Even with the 100 per cent rate increase, pay phones will probably still lose money, she said.
“This increase will reduce the loss associated with pay phone service,” said Northwestel president Paul Flaherty in an official release.
But public sympathy is rarely reserved for telecommunications monopolies.
“There’s definitely some people who have raised concerns,” said Kennedy.
“Typically, when the demand decreases in relation to the supply (for any product or service), the price goes down,” scoffed a comment on the CBC website.
Scoffs aside, most of the rate hike’s detractors probably don’t even use pay phones, said Kennedy.
“There’s a whole generation out there who would never consider a pay phone because they have their cellphone,” she said.
Still, the phones remain open.
“In really small communities there’s usually at least one, and two for sure,” she said.
Even the isolated Nunavut community of Sanikiluaq – located in the middle of Hudson Bay – has a Northwestel pay phone.
With the phone earning about $40 per year, it isn’t even worth Northwestel’s while to collect the phone’s coinage.
Instead, the money gets donated to an after-school program.
Post-hike, the phone’s revenues may well jump to $80, but with flights to Sanikiluaq costing upwards of $1,000, the after-school program needn’t worry.
There are 186 pay phones within Whitehorse city limits, said Kennedy.
Located mainly in shops and public facilities, Whitehorse pay phones are elusive after hours.
Vandalism is mainly to blame.
Northwestel last boosted its pay-phone rates in 1985.
Tetris had just been released, Mikhail Gorbachev had just been appointed General Secretary of the Soviet Union, and Canadian northerners suddenly saw the pay-phone fee upped from 10 cents to 25 cents.
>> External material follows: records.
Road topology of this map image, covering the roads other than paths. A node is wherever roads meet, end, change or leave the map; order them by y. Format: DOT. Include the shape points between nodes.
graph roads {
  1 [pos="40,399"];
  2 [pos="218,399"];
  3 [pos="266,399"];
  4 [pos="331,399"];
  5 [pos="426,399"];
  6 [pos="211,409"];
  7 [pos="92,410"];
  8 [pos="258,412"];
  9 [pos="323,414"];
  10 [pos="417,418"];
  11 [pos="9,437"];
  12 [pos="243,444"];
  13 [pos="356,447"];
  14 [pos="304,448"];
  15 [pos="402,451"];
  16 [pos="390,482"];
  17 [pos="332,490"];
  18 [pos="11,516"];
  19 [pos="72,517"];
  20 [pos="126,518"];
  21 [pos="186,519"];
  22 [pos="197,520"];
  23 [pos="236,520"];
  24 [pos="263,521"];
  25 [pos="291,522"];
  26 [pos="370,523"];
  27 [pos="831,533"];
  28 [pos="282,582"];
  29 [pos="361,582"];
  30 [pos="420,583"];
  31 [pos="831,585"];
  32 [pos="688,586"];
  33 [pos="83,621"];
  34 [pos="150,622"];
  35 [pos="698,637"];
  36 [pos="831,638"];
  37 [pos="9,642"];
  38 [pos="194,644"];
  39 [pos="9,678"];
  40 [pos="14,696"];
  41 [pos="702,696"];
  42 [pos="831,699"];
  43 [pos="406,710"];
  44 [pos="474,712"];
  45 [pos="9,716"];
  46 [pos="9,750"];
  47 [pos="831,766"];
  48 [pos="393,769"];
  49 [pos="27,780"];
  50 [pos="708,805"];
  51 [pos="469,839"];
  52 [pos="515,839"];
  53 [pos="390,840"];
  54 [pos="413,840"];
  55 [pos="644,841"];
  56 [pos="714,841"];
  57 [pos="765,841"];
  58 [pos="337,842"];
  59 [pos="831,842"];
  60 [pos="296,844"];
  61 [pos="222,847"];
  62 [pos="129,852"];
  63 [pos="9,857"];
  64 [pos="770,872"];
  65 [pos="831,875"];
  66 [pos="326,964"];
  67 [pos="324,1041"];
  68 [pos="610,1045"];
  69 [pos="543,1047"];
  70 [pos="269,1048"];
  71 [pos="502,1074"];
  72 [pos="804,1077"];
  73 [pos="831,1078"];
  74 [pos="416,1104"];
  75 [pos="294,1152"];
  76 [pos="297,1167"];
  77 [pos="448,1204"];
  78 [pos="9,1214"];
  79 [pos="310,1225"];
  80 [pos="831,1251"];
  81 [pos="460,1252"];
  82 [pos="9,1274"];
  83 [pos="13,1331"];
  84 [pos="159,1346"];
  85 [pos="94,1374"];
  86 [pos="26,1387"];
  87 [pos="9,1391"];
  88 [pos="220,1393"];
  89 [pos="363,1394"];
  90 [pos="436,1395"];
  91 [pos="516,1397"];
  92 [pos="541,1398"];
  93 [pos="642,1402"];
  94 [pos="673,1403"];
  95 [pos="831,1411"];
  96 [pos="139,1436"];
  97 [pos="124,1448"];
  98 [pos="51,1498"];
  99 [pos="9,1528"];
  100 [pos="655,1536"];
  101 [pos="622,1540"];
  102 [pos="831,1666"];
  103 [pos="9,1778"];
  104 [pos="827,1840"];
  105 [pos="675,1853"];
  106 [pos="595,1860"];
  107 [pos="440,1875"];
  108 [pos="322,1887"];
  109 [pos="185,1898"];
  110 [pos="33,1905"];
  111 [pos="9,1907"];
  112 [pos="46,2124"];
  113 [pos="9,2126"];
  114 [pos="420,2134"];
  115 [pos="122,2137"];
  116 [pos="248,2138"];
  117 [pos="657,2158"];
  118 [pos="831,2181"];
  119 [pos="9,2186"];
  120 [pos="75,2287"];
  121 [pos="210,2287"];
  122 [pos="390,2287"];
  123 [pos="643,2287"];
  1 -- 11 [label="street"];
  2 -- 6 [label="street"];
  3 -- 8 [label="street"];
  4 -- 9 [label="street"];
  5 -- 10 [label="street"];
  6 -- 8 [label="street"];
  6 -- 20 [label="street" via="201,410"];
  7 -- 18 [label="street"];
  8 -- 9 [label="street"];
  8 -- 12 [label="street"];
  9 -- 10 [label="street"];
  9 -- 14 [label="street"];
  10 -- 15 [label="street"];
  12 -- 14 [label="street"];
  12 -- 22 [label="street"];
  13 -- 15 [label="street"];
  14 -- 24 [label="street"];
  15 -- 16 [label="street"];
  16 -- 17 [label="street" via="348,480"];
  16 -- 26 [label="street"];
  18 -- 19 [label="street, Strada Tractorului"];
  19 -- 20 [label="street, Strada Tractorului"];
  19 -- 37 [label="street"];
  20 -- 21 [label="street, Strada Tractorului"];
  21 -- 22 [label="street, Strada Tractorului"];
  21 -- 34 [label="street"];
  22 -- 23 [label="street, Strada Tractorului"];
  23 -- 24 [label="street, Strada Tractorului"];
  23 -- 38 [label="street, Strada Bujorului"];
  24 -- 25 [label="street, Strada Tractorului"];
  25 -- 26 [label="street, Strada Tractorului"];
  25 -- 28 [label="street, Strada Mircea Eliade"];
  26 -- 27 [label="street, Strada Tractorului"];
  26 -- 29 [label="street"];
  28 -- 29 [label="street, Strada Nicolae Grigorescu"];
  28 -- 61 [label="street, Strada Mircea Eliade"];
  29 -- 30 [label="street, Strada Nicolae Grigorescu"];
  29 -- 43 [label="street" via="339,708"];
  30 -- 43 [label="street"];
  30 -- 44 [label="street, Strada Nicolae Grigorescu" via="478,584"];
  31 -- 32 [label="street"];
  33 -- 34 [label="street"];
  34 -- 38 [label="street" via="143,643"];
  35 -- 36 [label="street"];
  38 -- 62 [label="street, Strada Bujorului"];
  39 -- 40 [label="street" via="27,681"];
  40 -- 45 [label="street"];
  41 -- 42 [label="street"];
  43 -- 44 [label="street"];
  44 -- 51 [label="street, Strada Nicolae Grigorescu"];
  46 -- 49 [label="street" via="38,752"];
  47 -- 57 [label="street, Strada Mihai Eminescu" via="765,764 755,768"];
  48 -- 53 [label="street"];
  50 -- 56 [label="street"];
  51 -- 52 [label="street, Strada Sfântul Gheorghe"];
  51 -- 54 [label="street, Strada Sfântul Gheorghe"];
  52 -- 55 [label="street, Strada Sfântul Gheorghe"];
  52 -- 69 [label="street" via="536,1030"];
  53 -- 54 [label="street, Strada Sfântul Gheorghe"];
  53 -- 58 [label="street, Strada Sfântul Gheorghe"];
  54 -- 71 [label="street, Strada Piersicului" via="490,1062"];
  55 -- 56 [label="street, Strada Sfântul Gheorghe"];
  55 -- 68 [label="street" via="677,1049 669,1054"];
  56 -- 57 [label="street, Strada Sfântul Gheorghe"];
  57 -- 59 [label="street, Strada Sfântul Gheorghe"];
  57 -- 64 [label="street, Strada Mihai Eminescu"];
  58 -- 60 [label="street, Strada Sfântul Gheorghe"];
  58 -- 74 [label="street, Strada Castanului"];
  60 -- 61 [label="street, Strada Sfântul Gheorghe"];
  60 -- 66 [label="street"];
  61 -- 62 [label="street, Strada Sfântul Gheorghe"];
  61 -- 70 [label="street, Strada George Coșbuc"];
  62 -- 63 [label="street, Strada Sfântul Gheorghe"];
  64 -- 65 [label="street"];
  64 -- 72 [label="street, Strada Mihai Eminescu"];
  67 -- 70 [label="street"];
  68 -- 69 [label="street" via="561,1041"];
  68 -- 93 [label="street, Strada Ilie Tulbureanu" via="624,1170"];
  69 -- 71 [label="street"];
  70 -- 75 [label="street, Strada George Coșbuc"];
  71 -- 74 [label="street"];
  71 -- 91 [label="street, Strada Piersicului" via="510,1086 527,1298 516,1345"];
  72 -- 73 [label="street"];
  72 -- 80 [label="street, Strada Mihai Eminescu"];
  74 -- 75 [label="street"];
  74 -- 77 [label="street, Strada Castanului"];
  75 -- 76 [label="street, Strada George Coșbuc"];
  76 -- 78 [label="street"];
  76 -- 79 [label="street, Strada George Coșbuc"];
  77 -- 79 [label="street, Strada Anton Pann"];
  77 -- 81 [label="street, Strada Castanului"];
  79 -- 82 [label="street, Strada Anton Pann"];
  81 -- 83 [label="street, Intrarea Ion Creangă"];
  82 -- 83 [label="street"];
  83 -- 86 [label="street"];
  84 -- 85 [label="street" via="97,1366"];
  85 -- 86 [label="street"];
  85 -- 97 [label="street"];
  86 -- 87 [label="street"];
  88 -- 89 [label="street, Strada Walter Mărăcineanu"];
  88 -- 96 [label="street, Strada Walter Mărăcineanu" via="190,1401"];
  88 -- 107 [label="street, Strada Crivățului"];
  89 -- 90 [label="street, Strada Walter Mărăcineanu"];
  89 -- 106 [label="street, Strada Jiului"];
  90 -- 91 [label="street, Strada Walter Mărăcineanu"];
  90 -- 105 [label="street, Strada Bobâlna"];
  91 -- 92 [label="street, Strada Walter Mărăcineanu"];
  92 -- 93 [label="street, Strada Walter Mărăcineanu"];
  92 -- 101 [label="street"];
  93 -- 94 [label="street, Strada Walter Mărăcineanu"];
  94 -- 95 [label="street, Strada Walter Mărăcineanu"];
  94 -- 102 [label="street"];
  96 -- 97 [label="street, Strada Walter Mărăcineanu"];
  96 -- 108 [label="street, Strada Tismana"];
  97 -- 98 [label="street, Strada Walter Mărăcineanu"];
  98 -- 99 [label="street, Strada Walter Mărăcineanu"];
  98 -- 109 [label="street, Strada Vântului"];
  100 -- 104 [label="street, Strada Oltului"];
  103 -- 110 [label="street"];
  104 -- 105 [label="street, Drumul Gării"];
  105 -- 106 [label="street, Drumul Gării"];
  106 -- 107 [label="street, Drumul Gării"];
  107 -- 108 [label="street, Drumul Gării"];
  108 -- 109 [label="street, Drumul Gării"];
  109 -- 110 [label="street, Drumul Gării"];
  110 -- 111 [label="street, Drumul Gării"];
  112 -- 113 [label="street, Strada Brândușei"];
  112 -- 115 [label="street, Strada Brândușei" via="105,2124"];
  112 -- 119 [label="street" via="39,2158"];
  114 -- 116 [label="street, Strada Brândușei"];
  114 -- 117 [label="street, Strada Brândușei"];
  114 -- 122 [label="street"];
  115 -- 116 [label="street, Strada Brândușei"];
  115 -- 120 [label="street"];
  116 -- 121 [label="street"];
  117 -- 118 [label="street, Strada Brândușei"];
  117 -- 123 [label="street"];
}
Thirteen years later, Northwestel tried to boost the rates again, from 25 cents to 35 cents, but Canadian telecommunications authorities turned them down.
“In most areas of Canada where there is competition, the approved tariff is still $0.25,” read a 1998 CRTC report.
The 25-cent hike brings the Yukon in line with most of the rest of Canada.
In Saskatchewan, Manitoba, Atlantic Canada and all of Canada’s major cities, pay-phone users have long needed to insert two quarters.